# Lowest rider rating you have seen so far?



## SOBE (Jul 9, 2014)

I accepted this ride and wanted to pick him up for my curiosity only, but he did not answer my two phone calls to confirm his address and after waiting three minutes I canceled the ride (no charge to rider), then left.
I have received his ping again after driving few blocks, but ignored.
This is lowest rider rating I have seen so far.


----------



## Verminator (Sep 12, 2014)

SOBE said:


> I accepted this ride and wanted to pick him up for my curiosity only, but he did not answer my two phone calls to confirm his address and after waiting three minutes, I canceled the ride (no charge to rider) than left.
> I have received his ping again, after driving few blocks but ignored.
> This is lowest rider rating I have seen so far.


Saw a request from a 1 yesterday - first time I've ever seen one that low.

I let it expire.


----------



## jamesk (Nov 24, 2014)

2 in Newport Beach pax ( rider)


----------



## Goober (Oct 16, 2014)

I've picked up a 1 and a 2, and they were great..unless these numbers have a decimal, it is safe to assume they are now 2nd time users...
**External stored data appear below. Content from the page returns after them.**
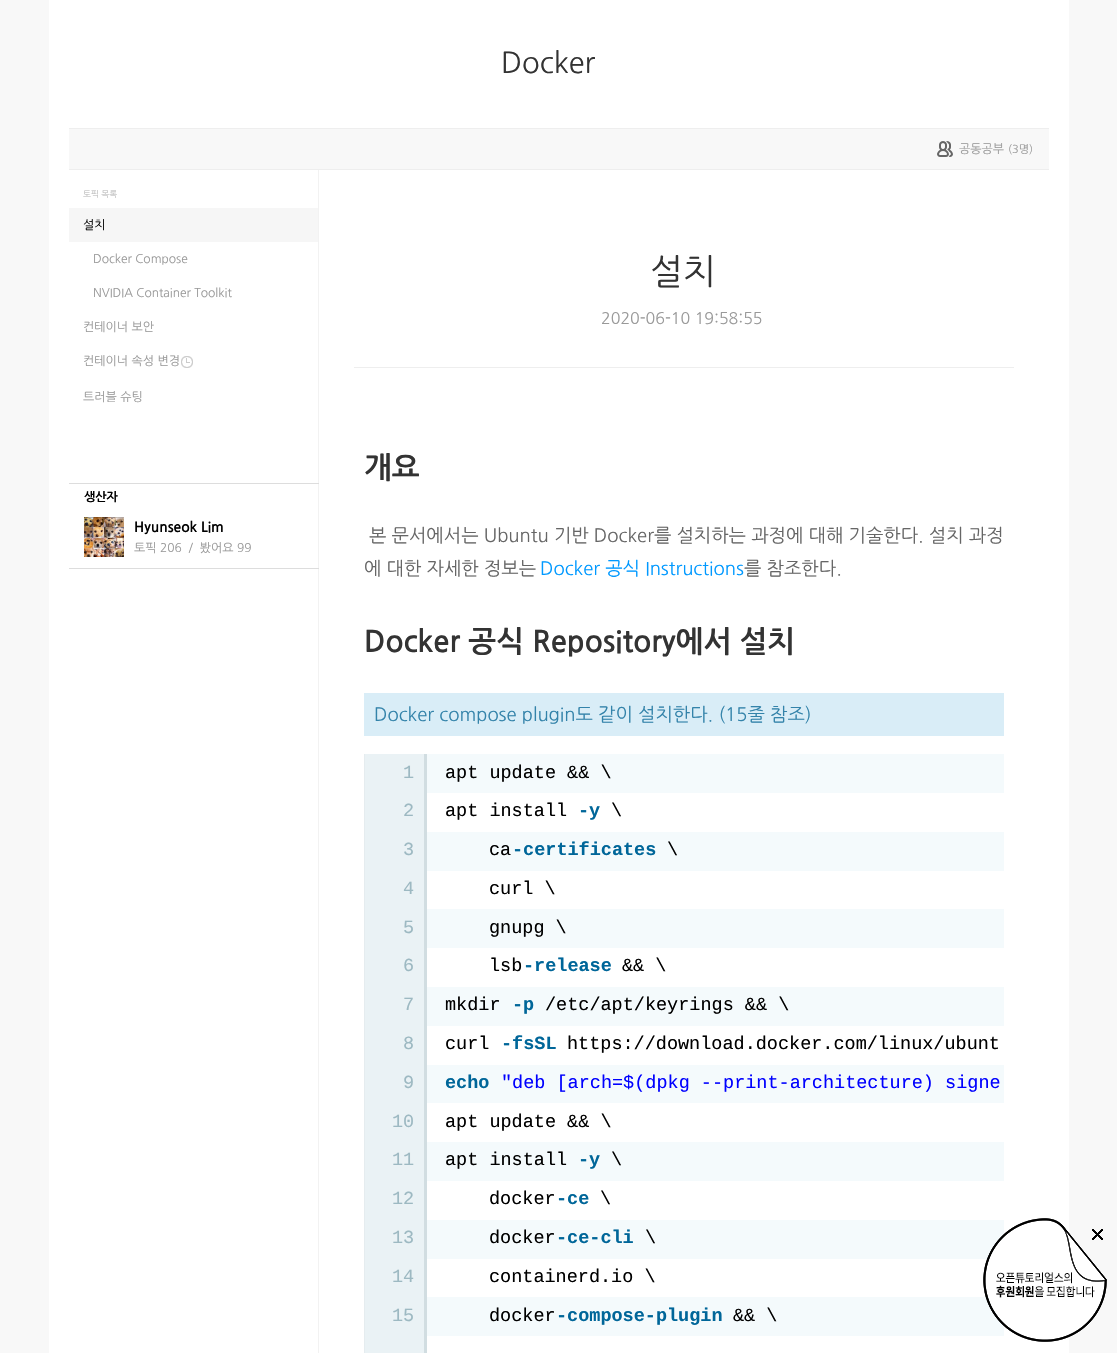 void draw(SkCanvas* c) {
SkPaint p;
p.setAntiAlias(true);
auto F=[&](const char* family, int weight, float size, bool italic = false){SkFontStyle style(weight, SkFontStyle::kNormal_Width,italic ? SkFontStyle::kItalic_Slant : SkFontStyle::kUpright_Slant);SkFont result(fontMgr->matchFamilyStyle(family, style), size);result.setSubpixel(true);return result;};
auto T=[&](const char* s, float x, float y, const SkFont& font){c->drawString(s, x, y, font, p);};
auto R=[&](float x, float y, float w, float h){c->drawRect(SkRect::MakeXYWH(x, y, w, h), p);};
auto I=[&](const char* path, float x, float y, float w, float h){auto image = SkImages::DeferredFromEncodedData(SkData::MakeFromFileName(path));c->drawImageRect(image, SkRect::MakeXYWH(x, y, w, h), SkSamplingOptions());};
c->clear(0xfff8f8f8);
p.setColor(0xffffffff);
R(49,0,1020,1353);
auto f1 = F("NanumGothic",400,29);
p.setColor(0xff333333);
T("Docker",501,73,f1);
p.setColor(0xfff8f8f8);
R(69,129,980,40);
p.setColor(0xffeeeeee);
R(69,128,980,1);
R(69,169,980,1);
I("1.png",937,141,16,16);
auto f2 = F("NanumGothic",400,12);
p.setColor(0xff999999);
T("공동공부",959,153,f2);
auto f3 = F("NanumGothic",400,11);
T("(3명)",1008,153,f3);
p.setColor(0xfff2f2f2);
R(318,170,1,1183);
auto f4 = F("NanumGothic",400,8.5);
p.setColor(0xffbbbbbb);
T("토픽 목록",83,197,f4);
p.setColor(0xfff6f6f6);
R(69,208,249,34);
p.setColor(0xff000000);
T("설치",83,229,f2);
p.setColor(0xff999999);
T("Docker Compose",93,263,f2);
T("NVIDIA Container Toolkit",93,297,f2);
T("컨테이너 보안",83,331,f2);
T("컨테이너 속성 변경",83,365,f2);
I("2.png",181,356,12,12);
T("트러블 슈팅",83,401,f2);
p.setColor(0xffdddddd);
R(69,483,250,1);
R(69,568,250,1);
auto f5 = F("NanumGothic",700,12);
p.setColor(0xff000000);
T("생산자",84,501,f5);
I("3.png",84,517,40,40);
auto f6 = F("NanumGothic",700,14);
T("Hyunseok Lim",134,532,f6);
p.setColor(0xff999999);
T("토픽 206  /  봤어요 99",134,552,f2);
p.setColor(0xffeeeeee);
R(354,367,660,1);
auto f7 = F("NanumGothic",400,35);
p.setColor(0xff333333);
T("설치",650,284,f7);
auto f8 = F("NanumGothic",400,16);
p.setColor(0xff999999);
T("2020-06-10 19:58:55",601,324,f8);
auto f9 = F("NanumGothic",700,29.6);
p.setColor(0xff333333);
T("개요",364,478,f9);
auto f10 = F("NanumGothic",400,18.5);
p.setColor(0xff666666);
T("본 문서에서는 Ubuntu 기반 Docker를 설치하는 과정에 대해 기술한다. 설치 과정",369,542,f10);
T("에 대한 자세한 정보는",364,575,f10);
p.setColor(0xff0099ff);
T("Docker 공식 Instructions",540,575,f10);
p.setColor(0xff666666);
T("를 참조한다.",744,575,f10);
p.setColor(0xff333333);
T("Docker 공식 Repository에서 설치",364,652,f9);
p.setColor(0xffd9edf7);
R(364,693,640,43);
p.setColor(0xff3383aa);
T("Docker compose plugin도 같이 설치한다. (15줄 참조)",374,721,f10);
p.setColor(0xffeaf2f5);
R(365,754,59,599);
p.setColor(0xffd1dde1);
R(424,754,3,599);
p.setColor(0xffe5ecef);
R(364,754,1,599);
auto f11 = F("Liberation Mono",400,18.5);
p.setColor(0xff9db9c2);
T("1",403,778,f11);
T("2",403,816,f11);
T("3",403,855,f11);
T("4",403,894,f11);
T("5",403,933,f11);
T("6",403,971,f11);
T("7",403,1010,f11);
T("8",403,1049,f11);
T("9",403,1088,f11);
T("10",392,1127,f11);
T("11",392,1165,f11);
T("12",392,1204,f11);
T("13",392,1243,f11);
T("14",392,1282,f11);
T("15",392,1321,f11);
p.setColor(0xfff4fafc);
R(427,754,577,39);
p.setColor(0xff000000);
T("apt update && \\",445,778,f11);
T("apt install",445,816,f11);
auto f12 = F("Liberation Mono",700,18.5);
p.setColor(0xff006699);
T("-y",578,816,f12);
p.setColor(0xff000000);
T("\\",611,816,f11);
p.setColor(0xfff4fafc);
R(427,832,577,39);
p.setColor(0xff000000);
T("ca",489,855,f11);
p.setColor(0xff006699);
T("-certificates",512,855,f12);
p.setColor(0xff000000);
T("\\",667,855,f11);
T("curl \\",489,894,f11);
p.setColor(0xfff4fafc);
R(427,909,577,39);
p.setColor(0xff000000);
T("gnupg \\",489,933,f11);
T("lsb",489,971,f11);
p.setColor(0xff006699);
T("-release",523,971,f12);
p.setColor(0xff000000);
T("&& \\",622,971,f11);
p.setColor(0xfff4fafc);
R(427,987,577,39);
p.setColor(0xff000000);
T("mkdir",445,1010,f11);
p.setColor(0xff006699);
T("-p",512,1010,f12);
p.setColor(0xff000000);
T("/etc/apt/keyrings && \\",545,1010,f11);
T("curl",445,1049,f11);
p.setColor(0xff006699);
T("-fsSL",501,1049,f12);
p.setColor(0xff000000);
T("https://download.docker.com/linux/ubunt",567,1049,f11);
p.setColor(0xfff4fafc);
R(427,1065,577,38);
p.setColor(0xff006699);
T("echo",445,1088,f12);
p.setColor(0xff0000ff);
T("\"deb [arch=$(dpkg --print-architecture) signe",501,1088,f11);
p.setColor(0xff000000);
T("apt update && \\",445,1127,f11);
p.setColor(0xfff4fafc);
R(427,1142,577,39);
p.setColor(0xff000000);
T("apt install",445,1165,f11);
p.setColor(0xff006699);
T("-y",578,1165,f12);
p.setColor(0xff000000);
T("\\",611,1165,f11);
T("docker",489,1204,f11);
p.setColor(0xff006699);
T("-ce",556,1204,f12);
p.setColor(0xff000000);
T("\\",600,1204,f11);
p.setColor(0xfff4fafc);
R(427,1220,577,39);
p.setColor(0xff000000);
T("docker",489,1243,f11);
p.setColor(0xff006699);
T("-ce-cli",556,1243,f12);
p.setColor(0xff000000);
T("\\",645,1243,f11);
T("containerd.io \\",489,1282,f11);
p.setColor(0xfff4fafc);
R(427,1297,577,39);
p.setColor(0xff000000);
T("docker",489,1321,f11);
p.setColor(0xff006699);
T("-compose-plugin",556,1321,f12);
p.setColor(0xff000000);
T("&& \\",733,1321,f11);
I("4.png",983,1218,124,124);
I("5.png",1092,1229,11,11);
}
That being said, picked up a total b1tch rated 3* last night. Ended up waiting way too long, pin off by a building. Texted me she was at the next building at the 5 min mark...didn't come out until 10 minutes, I had texted her I was in the lot a minute after she notified me of it being the next building...
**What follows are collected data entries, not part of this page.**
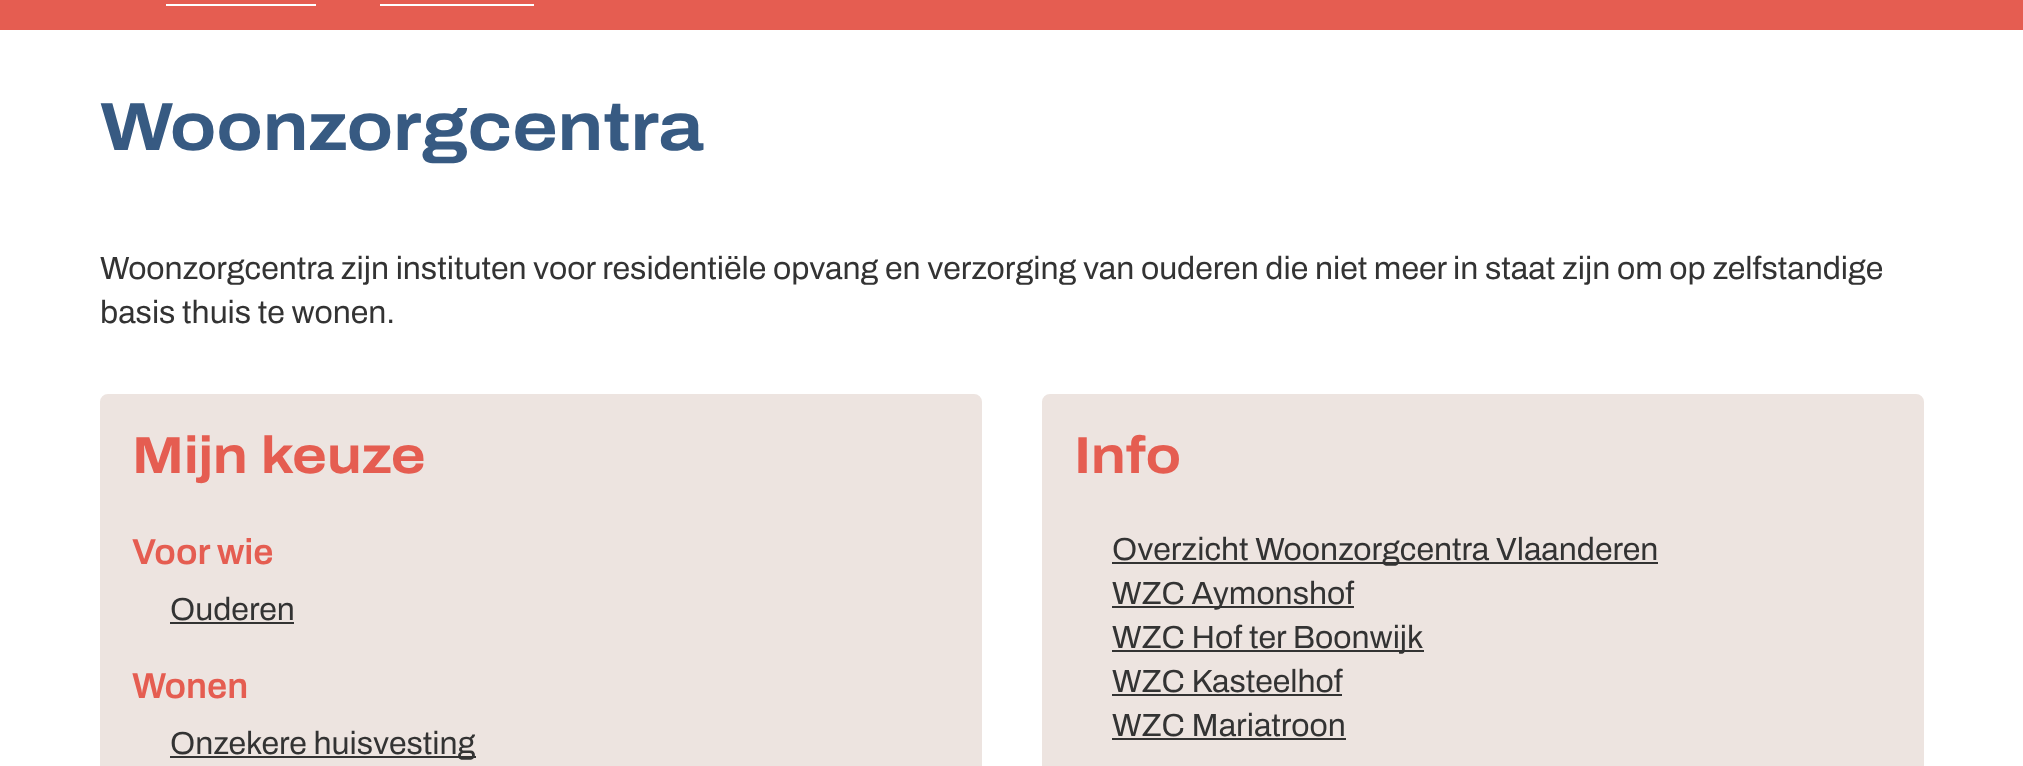 async function draw(canvas) {
	canvas.width = 2023;
	canvas.height = 766;
	const c = canvas.getContext('2d');
	c.miterLimit = 4;
	c.fontKerning = 'normal';

	c.fillStyle = '#fff';
	c.fillRect(0, 0, 2023, 766);
	for (const [x, y, w, h, color] of [
		[0, 0, 2023, 30, '#e55d51'],
		[166, 4, 150, 2, '#fff'],
		[380, 4, 154, 2, '#fff'],
	]) {
		c.fillStyle = color;
		c.fillRect(x, y, w, h);
	}
	c.font = 'bold 68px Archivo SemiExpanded';
	c.fillStyle = '#375a82';
	c.fillText('Woonzorgcentra', 100, 150);
	c.font = '600 32px Archivo';
	c.fillStyle = '#333';
	c.fillText('Woonzorgcentra zijn instituten voor residentiële opvang en verzorging van ouderen die niet meer in staat zijn om op zelfstandige', 100, 279);
	c.fillText('basis thuis te wonen.', 100, 323);
	c.fillStyle = '#ede4e0';
	c.beginPath();
	c.roundRect(101, 395, 880, 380, 7);
	c.fill();
	c.strokeStyle = '#ede4e0';
	c.lineWidth = 2;
	c.stroke();
	c.font = 'bold 52px Archivo SemiExpanded';
	c.fillStyle = '#e55d51';
	c.fillText('Mijn keuze', 132, 473);
	c.font = '600 36px "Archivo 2"';
	c.fillText('Voor wie', 132, 564);
	c.font = '600 32px Archivo';
	c.fillStyle = '#333';
	c.fillText('Ouderen', 170, 620);
	c.fillRect(170, 622, 124, 2);
	c.font = '600 36px "Archivo 2"';
	c.fillStyle = '#e55d51';
	c.fillText('Wonen', 132, 698);
	c.fillStyle = '#333';
	c.fillRect(170, 756, 306, 2);
	c.font = '600 32px Archivo';
	c.fillText('Onzekere huisvesting', 170, 754);
	c.fillStyle = '#ede4e0';
	c.beginPath();
	c.roundRect(1043, 395, 880, 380, 7);
	c.fill();
	c.stroke();
	c.font = 'bold 52px Archivo SemiExpanded';
	c.fillStyle = '#e55d51';
	c.fillText('Info', 1074, 473);
	c.fillStyle = '#333';
	c.fillRect(1112, 562, 546, 2);
	c.font = '600 32px Archivo';
	c.fillText('Overzicht Woonzorgcentra Vlaanderen', 1112, 560);
	c.fillRect(1112, 606, 242, 2);
	c.fillText('WZC Aymonshof', 1112, 604);
	c.fillRect(1112, 650, 312, 2);
	c.fillText('WZC Hof ter Boonwijk', 1112, 648);
	c.fillText('WZC Kasteelhof', 1112, 692);
	c.fillRect(1112, 694, 230, 2);
	c.fillText('WZC Mariatroon', 1112, 736);
	c.fillRect(1112, 738, 234, 2);
}

draw(document.querySelector('canvas'));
She was on the phone, so I just started driving...asked her if she used Uber often, said she mostly used a Limo company, but Uber if they were too long of a wait. She said she usually got the same driver, so I said, "Well, he must not like you very much because your passenger rating is 3 stars." This set her off on an 'I'm never using Uber again rant'...

I tried to spin it as if I was helping her, would give her 5 stars, explained that she could move the pin, mentioned that Uber's data showed the number 1 thing drivers down-rate for is wait time...then she slammed my door.
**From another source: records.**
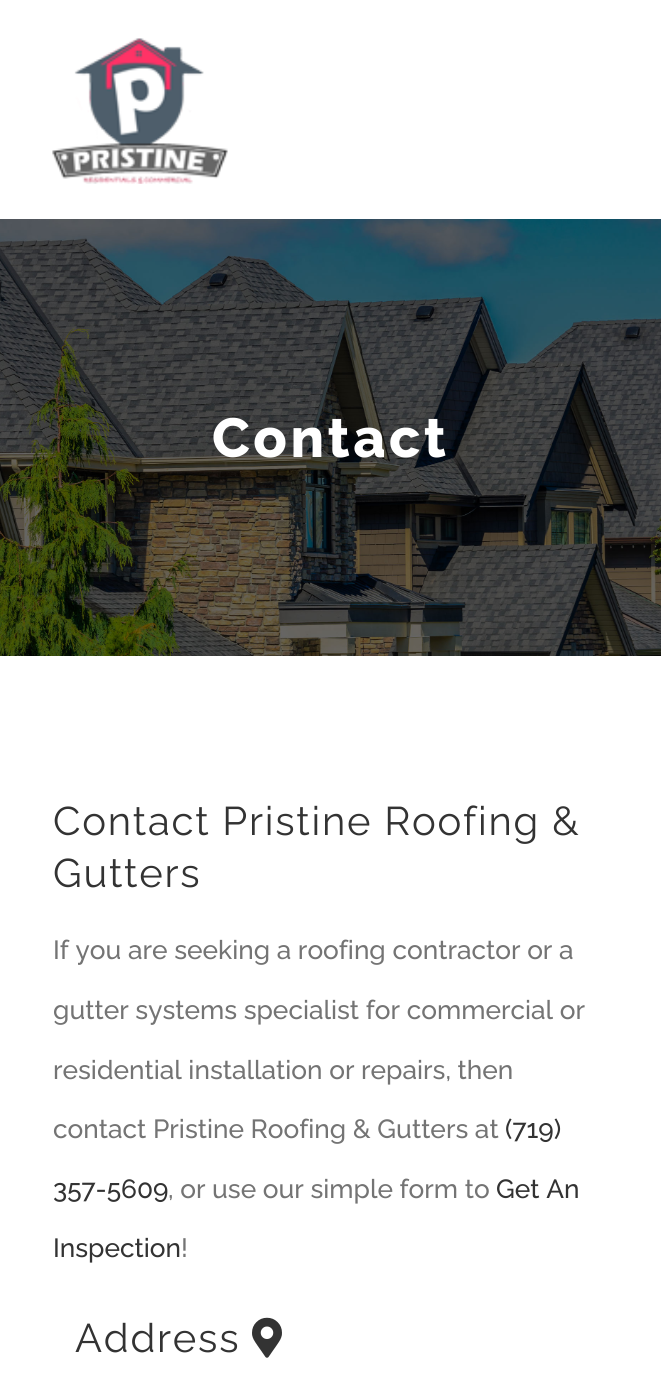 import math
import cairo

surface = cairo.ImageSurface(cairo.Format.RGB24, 661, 1396)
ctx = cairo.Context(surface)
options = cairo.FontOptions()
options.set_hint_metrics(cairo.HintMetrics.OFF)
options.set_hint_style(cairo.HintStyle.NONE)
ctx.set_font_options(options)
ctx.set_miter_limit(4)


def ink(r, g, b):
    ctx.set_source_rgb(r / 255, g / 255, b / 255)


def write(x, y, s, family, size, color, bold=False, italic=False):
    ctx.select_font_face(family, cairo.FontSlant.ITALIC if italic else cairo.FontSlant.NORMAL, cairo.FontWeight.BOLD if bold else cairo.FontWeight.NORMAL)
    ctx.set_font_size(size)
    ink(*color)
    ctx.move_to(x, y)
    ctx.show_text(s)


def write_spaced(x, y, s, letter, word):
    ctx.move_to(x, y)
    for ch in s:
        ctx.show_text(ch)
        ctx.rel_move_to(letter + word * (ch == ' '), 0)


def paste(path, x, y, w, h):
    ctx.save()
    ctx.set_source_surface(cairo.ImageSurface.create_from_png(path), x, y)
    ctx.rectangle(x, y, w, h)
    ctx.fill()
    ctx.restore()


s1 = dict(family="Raleway Medium", size=26.25, color=(116, 116, 116))
s2 = dict(family="Raleway Medium", size=26.25, color=(51, 51, 51))

ink(255, 255, 255)
ctx.paint()
paste("pic1.png", 52, 38, 176, 146)
paste("pic2.png", 0, 219, 661, 437)
ctx.select_font_face("Raleway ExtraBold")
ctx.set_font_size(55)
ink(255, 255, 255)
write_spaced(212, 457, "Contact", 3.5, 0)
ctx.select_font_face("Raleway")
ctx.set_font_size(40)
ink(51, 51, 51)
write_spaced(53, 835, "Contact Pristine Roofing &", 1.75, 0)
write_spaced(53, 887, "Gutters", 1.75, 0)
write(53, 959, "If you are seeking a roofing contractor or a", **s1)
write(53, 1019, "gutter systems specialist for commercial or", **s1)
write(53, 1079, "residential installation or repairs, then", **s1)
write(53, 1138, "contact Pristine Roofing & Gutters at", **s1)
write(505, 1138, "(719)", **s2)
write(53, 1198, "357-5609", **s2)
write(168, 1198, ", or use our simple form to", **s1)
write(496, 1198, "Get An", **s2)
write(53, 1257, "Inspection", **s2)
write(181, 1257, "!", **s1)
ctx.select_font_face("Raleway")
ctx.set_font_size(40)
ink(51, 51, 51)
write_spaced(75, 1352, "Address", 1.75, 0)
paste("pic3.png", 252, 1317, 30, 41)
surface.write_to_png("screenshot.png")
Felt good to give out a couple 1 and 2 star ratings last night.


----------



## LAuberX (Jun 3, 2014)

All the lower rated pax yesterday made me wait. I cancelled on one at 6 minutes after he took 5 minutes to respond to my arrival text, a 4.4


----------



## Woober (Oct 12, 2014)

Lowest I've seen is a three. Picked her up and she seemed fine, had to give her five stars... she did everything right.


----------



## Mike Ehrmantraut (Oct 26, 2014)

Haven't seen 1's and 2's so far, lowest I've seen is 3.4 and lowest I've picked up is 4.5. I try to avoid anything lower than that.


----------



## tigger (Oct 9, 2014)

Guys please help me figure out where the pax rating is. Whenever I go to "info", it says n/a. Any other place, that I'm missing.


----------



## UberXTampa (Nov 20, 2014)

Lowest I have seen was a 4. Picked him up. It was daytime. If it was midnight, my cut off is at 4.7. Anyone with 4.7 or less canot ride in my car after dark. I use Uber's own magic number to draw the line between pass or fail.


----------



## CaptainJackLA (Dec 4, 2014)

Last night I picked up a 1 star, no issues. It was a short ride, but we got there no issues. And he was outside waiting. Another one put in the wrong pickup address, 1 block down. I called her and told her where I was. I had my flashers on and she asked if that was me. I said yes and I turned around to get here. When I got to where she said she was 1/2 block away, I waited about 1 minute and then called her 4x. No answer. I cancelled the trip as a NO SHOW. I think I saw her get into another car and she probably didn't have the smarts to cancel or that she was in the wrong car. Anyway, I got another one right after that.


----------



## sts713 (Oct 4, 2014)

I picked up a 2.7 the other day. The guy doesn't know why he has such a low rating. Says he never had any issues.


----------



## prdelnik666 (Sep 17, 2014)

Lowest one I've seen was 2.0 didn't go for it. 
On another note - I rarely gave out 1* only because Fuber would send emails to explain why. Which I never did. 
Now with so many assholes in my car I dished them out quite a bit. Guess what - guber doesn't care anymore. No more emails from them.


----------



## Casuale Haberdasher (Dec 7, 2014)

jamesk said:


> 2 in Newport Beach pax ( rider)


THREAD # 3/ JAMES K.: So how is that commute
from Houston to Newport Beach, CA. working
out for you? I do appreciate the cheesecakey
avatar, however!


----------



## Casuale Haberdasher (Dec 7, 2014)

Mike Ehrmantraut said:


> Haven't seen 1's and 2's so far, lowest I've seen is 3.4 and lowest I've picked up is 4.5. I try to avoid anything lower than that.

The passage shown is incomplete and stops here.